◆ **Action item**:
Return all lines from the listing below that include the word "提交稿件".

◆ **Data in this exercise**:
-=-=-=-=-

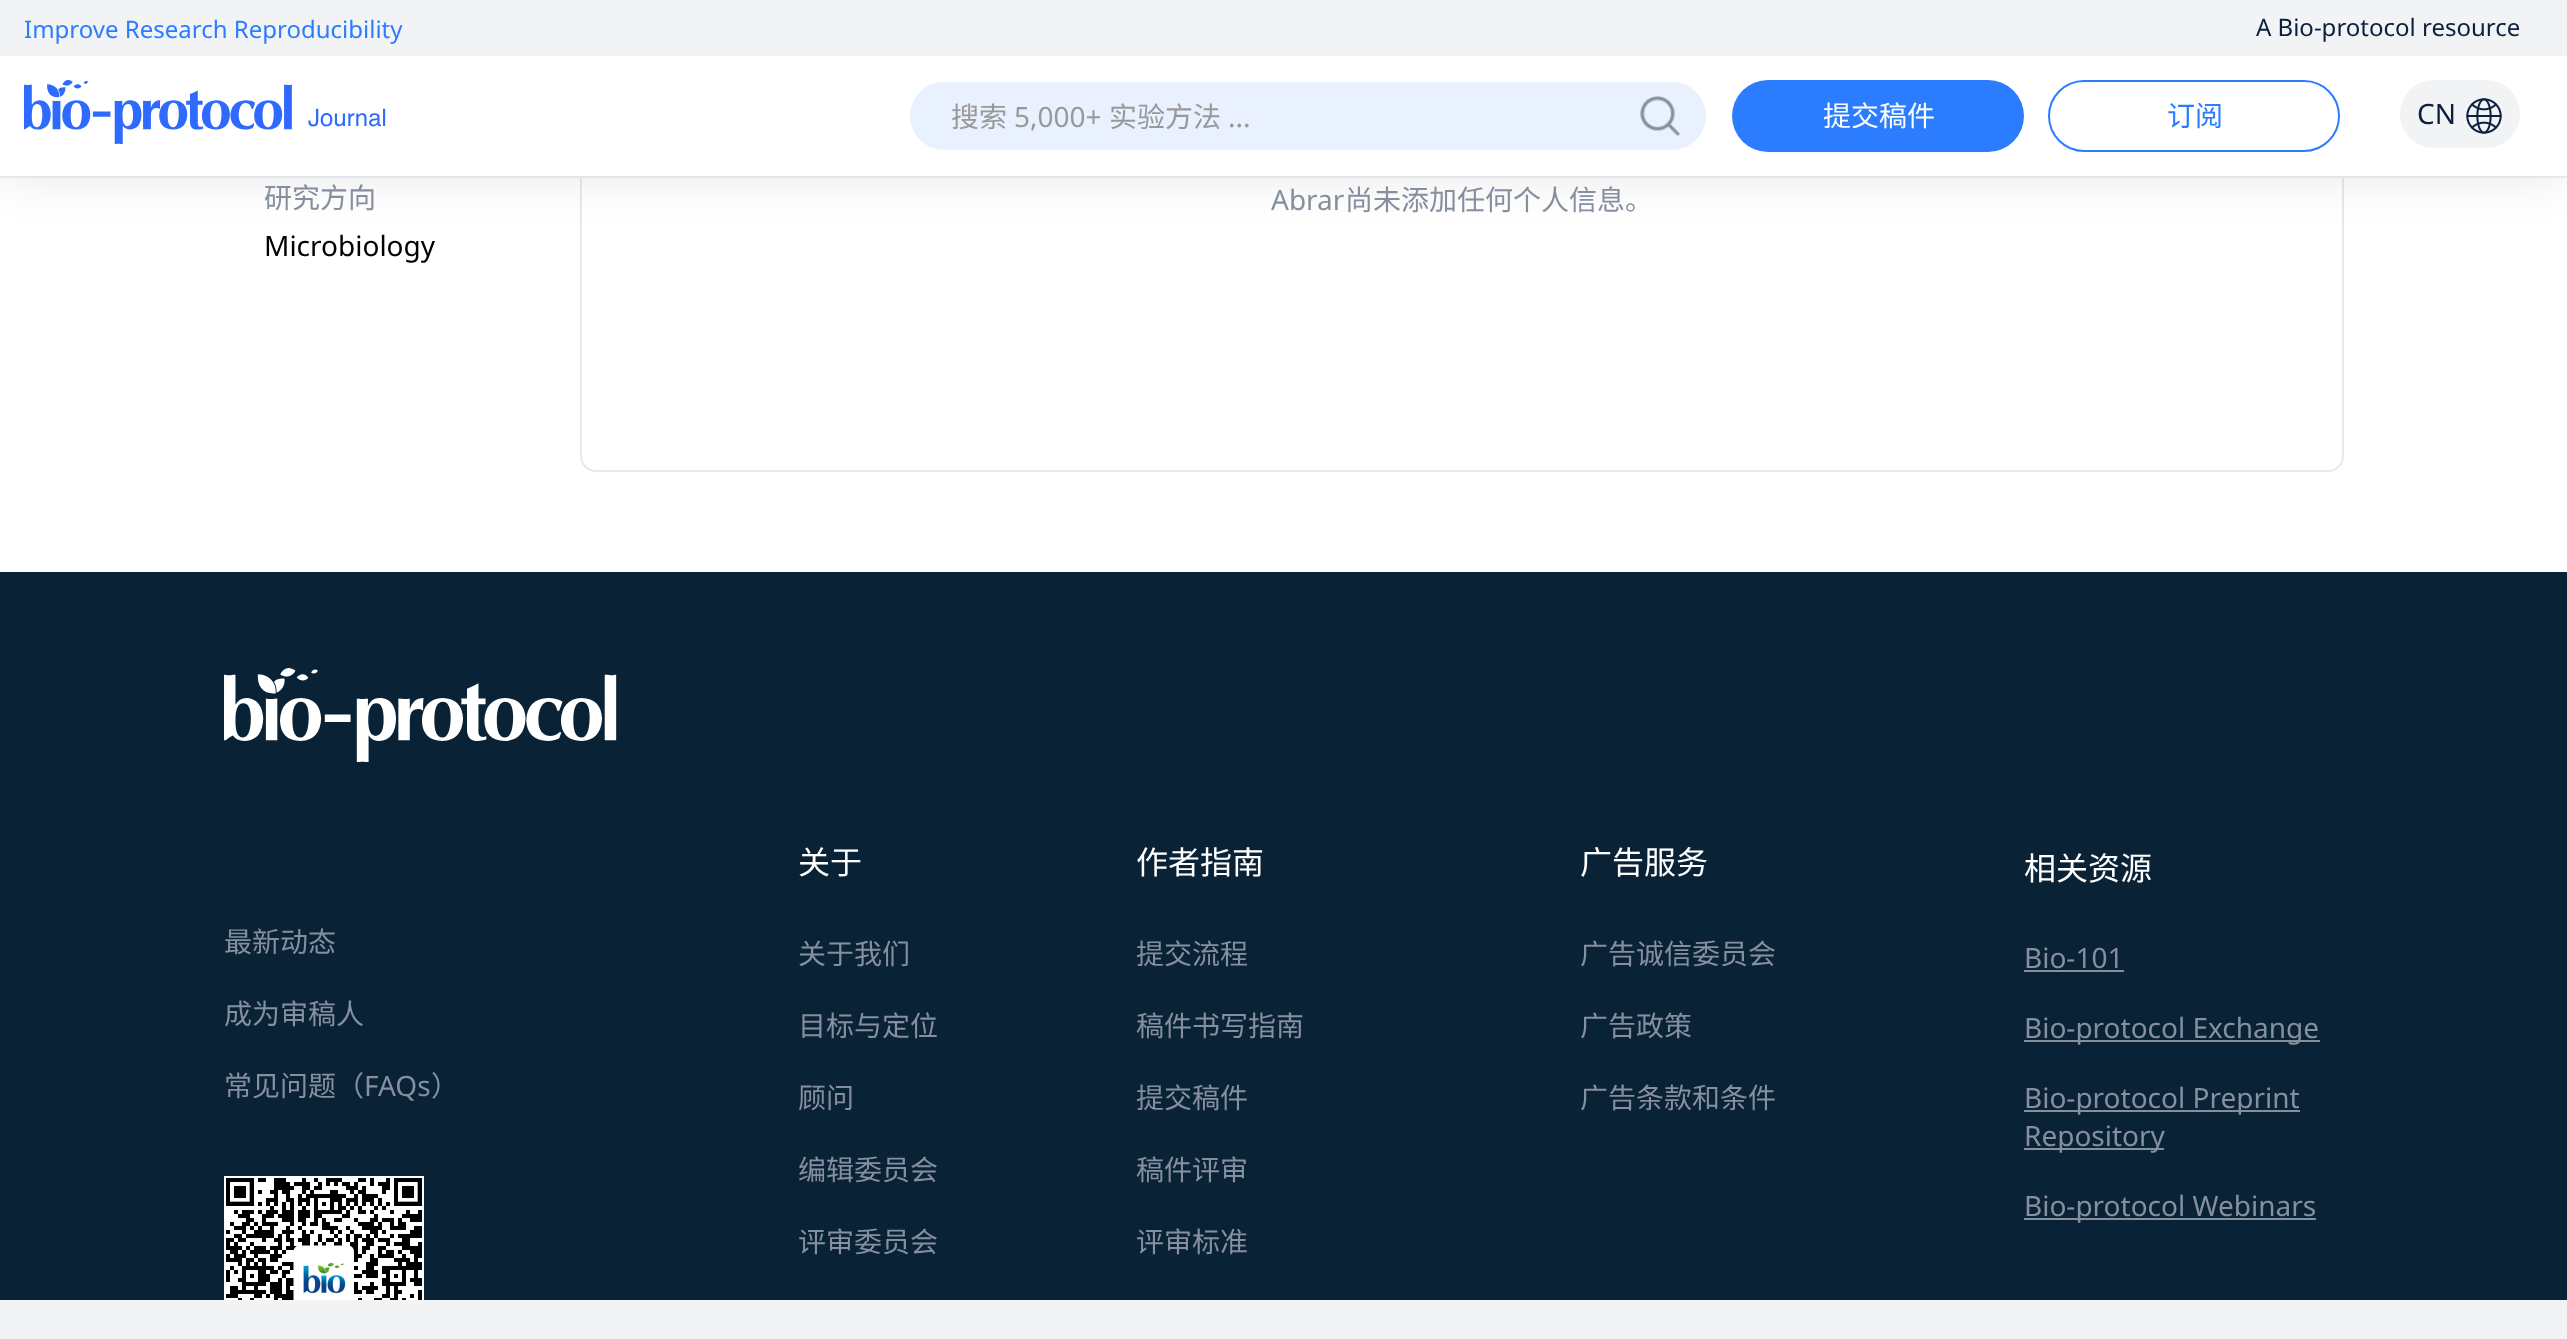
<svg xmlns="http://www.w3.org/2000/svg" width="2567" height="1339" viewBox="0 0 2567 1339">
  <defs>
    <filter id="blur1" x="-50%" y="-200%" width="200%" height="500%"><feGaussianBlur stdDeviation="24"/></filter>
  </defs>
  <rect width="100%" height="100%" fill="#ffffff"/>
  <rect x="581" y="-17" width="1762" height="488" rx="15" fill="none" stroke="#e6e8ec" stroke-width="2"/>
  <rect x="0" y="176" width="2567" height="2" fill="#edf1f4"/>
  <rect x="0" y="0" width="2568" height="176" fill="#000000" fill-opacity="0.1" filter="url(#blur1)"/>
  <rect x="0" y="56" width="2567" height="120" fill="#ffffff"/>
  <rect x="0" y="0" width="2567" height="56" fill="#f2f3f5"/>
  <text x="24" y="38" font-family="Noto Sans" font-size="24" fill="#2b7cff">Improve Research Reproducibility</text>
  <text x="2256" y="36" font-family="Noto Sans" font-size="24" fill="#0b1f40">A Bio-protocol resource</text>
  <image x="24" y="80" width="362" height="64" href="img1.png"/>
  <rect x="909" y="81" width="798" height="70" rx="35" fill="#e9f1ff" stroke="#ffffff" stroke-width="2"/>
  <text x="951" y="127" font-family="Noto Sans CJK SC" font-size="28" fill="#999999">搜索</text>
  <text x="1014" y="127" font-family="Noto Sans" font-size="28" fill="#999999">5,000+</text>
  <text x="1109" y="127" font-family="Noto Sans CJK SC" font-size="28" fill="#999999">实验方法</text>
  <text x="1228" y="127" font-family="Noto Sans" font-size="28" fill="#999999">...</text>
  <image x="1640" y="96" width="40" height="40" href="img2.png"/>
  <rect x="1732" y="80" width="292" height="72" rx="36" fill="#2b7cff"/>
  <text x="1823" y="126" font-family="Noto Sans CJK SC" font-size="28" fill="#ffffff">提交稿件</text>
  <rect x="2049" y="81" width="290" height="70" rx="35" fill="none" stroke="#2b7cff" stroke-width="2"/>
  <text x="2167" y="126" font-family="Noto Sans CJK SC" font-size="28" fill="#2b7cff">订阅</text>
  <rect x="2400" y="80" width="120" height="68" rx="34" fill="#f2f3f5"/>
  <text x="2417" y="124" font-family="Noto Sans" font-size="28" fill="#0b1f40">CN</text>
  <image x="2466" y="98" width="36" height="36" href="img3.png"/>
  <text x="264" y="208" font-family="Noto Sans CJK SC" font-size="28" fill="#858f9f">研究方向</text>
  <text x="264" y="256" font-family="Noto Sans" font-size="28" fill="#000000">Microbiology</text>
  <text x="1271" y="210" font-family="Noto Sans" font-size="28" fill="#858f9f">Abrar</text>
  <text x="1345" y="210" font-family="Noto Sans CJK SC" font-size="28" fill="#858f9f">尚未添加任何个人信息。</text>
  <rect x="0" y="572" width="2567" height="728" fill="#092235"/>
  <image x="224" y="668" width="393" height="94" href="img4.png"/>
  <text x="224" y="952" font-family="Noto Sans CJK SC" font-size="28" fill="#858f9f">最新动态</text>
  <text x="224" y="1024" font-family="Noto Sans CJK SC" font-size="28" fill="#858f9f">成为审稿人</text>
  <text x="224" y="1096" font-family="Noto Sans CJK SC" font-size="28" fill="#858f9f">常见问题（</text>
  <text x="364" y="1096" font-family="Noto Sans" font-size="28" fill="#858f9f">FAQs</text>
  <text x="431" y="1096" font-family="Noto Sans CJK SC" font-size="28" fill="#858f9f">）</text>
  <image x="224" y="1176" width="200" height="124" href="img5.png"/>
  <text x="798" y="874" font-family="Noto Sans CJK SC" font-size="32" fill="#ffffff">关于</text>
  <text x="798" y="964" font-family="Noto Sans CJK SC" font-size="28" fill="#858f9f">关于我们</text>
  <text x="798" y="1036" font-family="Noto Sans CJK SC" font-size="28" fill="#858f9f">目标与定位</text>
  <text x="798" y="1108" font-family="Noto Sans CJK SC" font-size="28" fill="#858f9f">顾问</text>
  <text x="798" y="1180" font-family="Noto Sans CJK SC" font-size="28" fill="#858f9f">编辑委员会</text>
  <text x="798" y="1252" font-family="Noto Sans CJK SC" font-size="28" fill="#858f9f">评审委员会</text>
  <text x="1136" y="874" font-family="Noto Sans CJK SC" font-size="32" fill="#ffffff">作者指南</text>
  <text x="1136" y="964" font-family="Noto Sans CJK SC" font-size="28" fill="#858f9f">提交流程</text>
  <text x="1136" y="1036" font-family="Noto Sans CJK SC" font-size="28" fill="#858f9f">稿件书写指南</text>
  <text x="1136" y="1108" font-family="Noto Sans CJK SC" font-size="28" fill="#858f9f">提交稿件</text>
  <text x="1136" y="1180" font-family="Noto Sans CJK SC" font-size="28" fill="#858f9f">稿件评审</text>
  <text x="1136" y="1252" font-family="Noto Sans CJK SC" font-size="28" fill="#858f9f">评审标准</text>
  <text x="1580" y="874" font-family="Noto Sans CJK SC" font-size="32" fill="#ffffff">广告服务</text>
  <text x="1580" y="964" font-family="Noto Sans CJK SC" font-size="28" fill="#858f9f">广告诚信委员会</text>
  <text x="1580" y="1036" font-family="Noto Sans CJK SC" font-size="28" fill="#858f9f">广告政策</text>
  <text x="1580" y="1108" font-family="Noto Sans CJK SC" font-size="28" fill="#858f9f">广告条款和条件</text>
  <text x="2024" y="880" font-family="Noto Sans CJK SC" font-size="32" fill="#ffffff">相关资源</text>
  <text x="2024" y="968" font-family="Noto Sans" font-size="28" fill="#858f9f">Bio-101</text>
  <rect x="2024" y="970" width="100" height="2" fill="#84919a"/>
  <rect x="2024" y="1040" width="296" height="2" fill="#84919a"/>
  <text x="2024" y="1038" font-family="Noto Sans" font-size="28" fill="#858f9f">Bio-protocol Exchange</text>
  <rect x="2024" y="1110" width="276" height="2" fill="#84919a"/>
  <text x="2024" y="1108" font-family="Noto Sans" font-size="28" fill="#858f9f">Bio-protocol Preprint</text>
  <rect x="2024" y="1148" width="140" height="2" fill="#84919a"/>
  <text x="2024" y="1146" font-family="Noto Sans" font-size="28" fill="#858f9f">Repository</text>
  <rect x="2024" y="1218" width="292" height="2" fill="#84919a"/>
  <text x="2024" y="1216" font-family="Noto Sans" font-size="28" fill="#858f9f">Bio-protocol Webinars</text>
  <rect x="0" y="1300" width="2567" height="39" fill="#f2f3f5"/>
</svg>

-=-=-=-=-

◆ **Answer to the exercise**:
  <text x="1823" y="126" font-family="Noto Sans CJK SC" font-size="28" fill="#ffffff">提交稿件</text>
  <text x="1136" y="1108" font-family="Noto Sans CJK SC" font-size="28" fill="#858f9f">提交稿件</text>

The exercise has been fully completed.